### What the exercise asks
Go through the listing below from its first line and repeat each line exactly, ending at the line containing "Road topology of" and including it.

### Data excerpts

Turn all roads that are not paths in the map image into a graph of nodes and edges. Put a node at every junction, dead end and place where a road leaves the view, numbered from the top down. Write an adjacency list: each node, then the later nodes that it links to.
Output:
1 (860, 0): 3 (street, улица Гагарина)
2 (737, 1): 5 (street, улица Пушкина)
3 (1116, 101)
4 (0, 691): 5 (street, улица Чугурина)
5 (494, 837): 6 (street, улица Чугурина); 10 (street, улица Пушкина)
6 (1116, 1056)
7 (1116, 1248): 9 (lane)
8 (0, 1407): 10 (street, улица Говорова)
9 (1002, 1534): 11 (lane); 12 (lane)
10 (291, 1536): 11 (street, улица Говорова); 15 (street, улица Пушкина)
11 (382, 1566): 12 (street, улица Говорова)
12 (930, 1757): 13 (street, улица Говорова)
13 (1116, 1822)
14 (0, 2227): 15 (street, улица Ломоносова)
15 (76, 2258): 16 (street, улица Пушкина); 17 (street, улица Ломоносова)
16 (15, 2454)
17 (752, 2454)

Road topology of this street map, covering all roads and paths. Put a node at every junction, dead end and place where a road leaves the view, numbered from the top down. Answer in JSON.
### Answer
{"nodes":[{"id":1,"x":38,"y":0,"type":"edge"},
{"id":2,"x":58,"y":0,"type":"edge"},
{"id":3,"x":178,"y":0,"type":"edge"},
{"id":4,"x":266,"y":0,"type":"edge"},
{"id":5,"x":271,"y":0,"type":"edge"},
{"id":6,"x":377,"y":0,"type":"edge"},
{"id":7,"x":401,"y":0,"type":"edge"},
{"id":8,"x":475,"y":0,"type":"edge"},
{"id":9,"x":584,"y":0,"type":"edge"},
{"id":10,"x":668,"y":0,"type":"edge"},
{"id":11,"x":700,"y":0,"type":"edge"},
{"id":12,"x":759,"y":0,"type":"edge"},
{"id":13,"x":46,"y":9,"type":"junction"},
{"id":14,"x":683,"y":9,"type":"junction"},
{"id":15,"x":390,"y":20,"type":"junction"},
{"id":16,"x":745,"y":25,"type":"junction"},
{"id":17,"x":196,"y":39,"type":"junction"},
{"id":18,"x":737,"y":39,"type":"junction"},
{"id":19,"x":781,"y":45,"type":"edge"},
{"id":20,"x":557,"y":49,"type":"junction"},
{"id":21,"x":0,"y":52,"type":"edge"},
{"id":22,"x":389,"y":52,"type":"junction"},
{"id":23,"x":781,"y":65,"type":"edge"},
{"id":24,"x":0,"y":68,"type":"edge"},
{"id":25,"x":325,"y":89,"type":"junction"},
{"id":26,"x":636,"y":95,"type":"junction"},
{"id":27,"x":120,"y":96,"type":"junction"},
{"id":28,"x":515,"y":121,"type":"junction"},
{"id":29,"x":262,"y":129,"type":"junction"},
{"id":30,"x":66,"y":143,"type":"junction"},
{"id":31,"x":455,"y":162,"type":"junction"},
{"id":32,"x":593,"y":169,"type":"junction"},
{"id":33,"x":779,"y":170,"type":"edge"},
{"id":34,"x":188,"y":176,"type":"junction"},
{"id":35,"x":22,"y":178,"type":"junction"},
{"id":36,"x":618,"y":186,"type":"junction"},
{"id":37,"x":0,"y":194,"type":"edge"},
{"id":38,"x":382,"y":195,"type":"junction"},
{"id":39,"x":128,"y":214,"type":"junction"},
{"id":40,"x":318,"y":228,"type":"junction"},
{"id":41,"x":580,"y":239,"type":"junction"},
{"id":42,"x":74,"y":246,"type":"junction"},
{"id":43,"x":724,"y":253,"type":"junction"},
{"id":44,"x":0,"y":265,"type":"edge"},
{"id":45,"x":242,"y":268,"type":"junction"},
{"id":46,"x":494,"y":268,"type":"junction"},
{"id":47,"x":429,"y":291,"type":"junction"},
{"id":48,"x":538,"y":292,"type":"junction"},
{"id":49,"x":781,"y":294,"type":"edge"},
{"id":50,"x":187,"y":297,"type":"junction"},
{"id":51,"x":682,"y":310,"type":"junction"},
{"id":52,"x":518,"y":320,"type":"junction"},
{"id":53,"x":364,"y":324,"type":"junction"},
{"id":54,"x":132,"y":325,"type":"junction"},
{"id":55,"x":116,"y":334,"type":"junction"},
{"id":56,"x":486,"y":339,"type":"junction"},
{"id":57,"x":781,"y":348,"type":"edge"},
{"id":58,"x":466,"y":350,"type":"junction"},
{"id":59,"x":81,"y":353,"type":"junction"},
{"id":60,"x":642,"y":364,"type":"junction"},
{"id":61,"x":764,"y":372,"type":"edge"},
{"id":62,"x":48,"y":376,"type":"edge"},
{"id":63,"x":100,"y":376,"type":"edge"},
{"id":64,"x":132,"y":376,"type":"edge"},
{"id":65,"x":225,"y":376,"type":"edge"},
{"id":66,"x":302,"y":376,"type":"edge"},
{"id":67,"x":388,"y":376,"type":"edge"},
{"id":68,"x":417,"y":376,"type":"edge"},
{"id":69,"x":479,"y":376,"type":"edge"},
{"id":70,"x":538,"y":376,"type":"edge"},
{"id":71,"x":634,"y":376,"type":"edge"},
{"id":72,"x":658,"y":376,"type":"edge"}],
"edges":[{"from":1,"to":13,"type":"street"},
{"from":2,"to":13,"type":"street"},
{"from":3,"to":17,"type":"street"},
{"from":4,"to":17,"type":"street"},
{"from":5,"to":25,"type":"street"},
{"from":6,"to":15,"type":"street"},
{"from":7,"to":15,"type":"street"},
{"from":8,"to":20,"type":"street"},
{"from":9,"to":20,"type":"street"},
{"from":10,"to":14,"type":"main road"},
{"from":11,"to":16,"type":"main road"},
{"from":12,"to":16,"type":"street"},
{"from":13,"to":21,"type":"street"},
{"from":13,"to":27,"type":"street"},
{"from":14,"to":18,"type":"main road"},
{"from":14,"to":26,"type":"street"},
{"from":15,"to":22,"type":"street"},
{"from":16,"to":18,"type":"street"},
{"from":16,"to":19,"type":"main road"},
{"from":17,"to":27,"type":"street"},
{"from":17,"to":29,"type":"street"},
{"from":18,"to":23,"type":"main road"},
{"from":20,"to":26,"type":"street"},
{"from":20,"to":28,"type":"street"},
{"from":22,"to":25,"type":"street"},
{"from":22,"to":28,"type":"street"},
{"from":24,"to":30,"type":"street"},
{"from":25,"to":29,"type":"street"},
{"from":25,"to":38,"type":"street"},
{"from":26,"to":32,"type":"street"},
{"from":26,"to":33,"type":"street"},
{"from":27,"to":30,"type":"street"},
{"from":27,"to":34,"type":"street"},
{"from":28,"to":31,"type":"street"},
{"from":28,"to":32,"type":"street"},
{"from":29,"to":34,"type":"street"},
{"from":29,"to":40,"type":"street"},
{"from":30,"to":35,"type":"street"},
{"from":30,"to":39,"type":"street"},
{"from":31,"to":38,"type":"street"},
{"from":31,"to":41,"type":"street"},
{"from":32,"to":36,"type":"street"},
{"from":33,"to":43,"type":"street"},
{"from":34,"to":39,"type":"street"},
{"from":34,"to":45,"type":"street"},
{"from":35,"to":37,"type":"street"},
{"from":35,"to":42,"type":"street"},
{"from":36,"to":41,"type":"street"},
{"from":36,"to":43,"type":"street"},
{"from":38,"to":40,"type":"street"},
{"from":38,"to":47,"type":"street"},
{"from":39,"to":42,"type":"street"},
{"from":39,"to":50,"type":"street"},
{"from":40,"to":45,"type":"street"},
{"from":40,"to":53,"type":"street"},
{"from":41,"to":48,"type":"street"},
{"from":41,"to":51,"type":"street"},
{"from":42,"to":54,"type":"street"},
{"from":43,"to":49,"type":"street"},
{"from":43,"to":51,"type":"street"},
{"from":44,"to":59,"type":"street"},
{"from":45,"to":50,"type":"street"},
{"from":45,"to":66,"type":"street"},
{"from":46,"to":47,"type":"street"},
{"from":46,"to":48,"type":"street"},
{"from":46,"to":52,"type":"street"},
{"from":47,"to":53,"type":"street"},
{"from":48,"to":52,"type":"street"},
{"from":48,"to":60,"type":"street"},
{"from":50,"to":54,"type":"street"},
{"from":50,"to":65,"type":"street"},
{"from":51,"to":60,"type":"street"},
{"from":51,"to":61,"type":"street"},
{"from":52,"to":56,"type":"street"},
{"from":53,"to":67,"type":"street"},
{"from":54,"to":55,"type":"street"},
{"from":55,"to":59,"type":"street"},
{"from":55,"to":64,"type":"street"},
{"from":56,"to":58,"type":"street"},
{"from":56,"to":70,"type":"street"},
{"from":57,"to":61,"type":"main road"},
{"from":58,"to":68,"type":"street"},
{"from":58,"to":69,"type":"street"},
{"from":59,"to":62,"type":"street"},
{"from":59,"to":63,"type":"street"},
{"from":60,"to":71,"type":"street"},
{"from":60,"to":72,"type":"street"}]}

### Written answer
Turn all roads that are not paths in the map image into a graph of nodes and edges. Put a node at every junction, dead end and place where a road leaves the view, numbered from the top down. Write an adjacency list: each node, then the later nodes that it links to.
Output:
1 (860, 0): 3 (street, улица Гагарина)
2 (737, 1): 5 (street, улица Пушкина)
3 (1116, 101)
4 (0, 691): 5 (street, улица Чугурина)
5 (494, 837): 6 (street, улица Чугурина); 10 (street, улица Пушкина)
6 (1116, 1056)
7 (1116, 1248): 9 (lane)
8 (0, 1407): 10 (street, улица Говорова)
9 (1002, 1534): 11 (lane); 12 (lane)
10 (291, 1536): 11 (street, улица Говорова); 15 (street, улица Пушкина)
11 (382, 1566): 12 (street, улица Говорова)
12 (930, 1757): 13 (street, улица Говорова)
13 (1116, 1822)
14 (0, 2227): 15 (street, улица Ломоносова)
15 (76, 2258): 16 (street, улица Пушкина); 17 (street, улица Ломоносова)
16 (15, 2454)
17 (752, 2454)

Road topology of this street map, covering all roads and paths. Put a node at every junction, dead end and place where a road leaves the view, numbered from the top down. Answer in JSON.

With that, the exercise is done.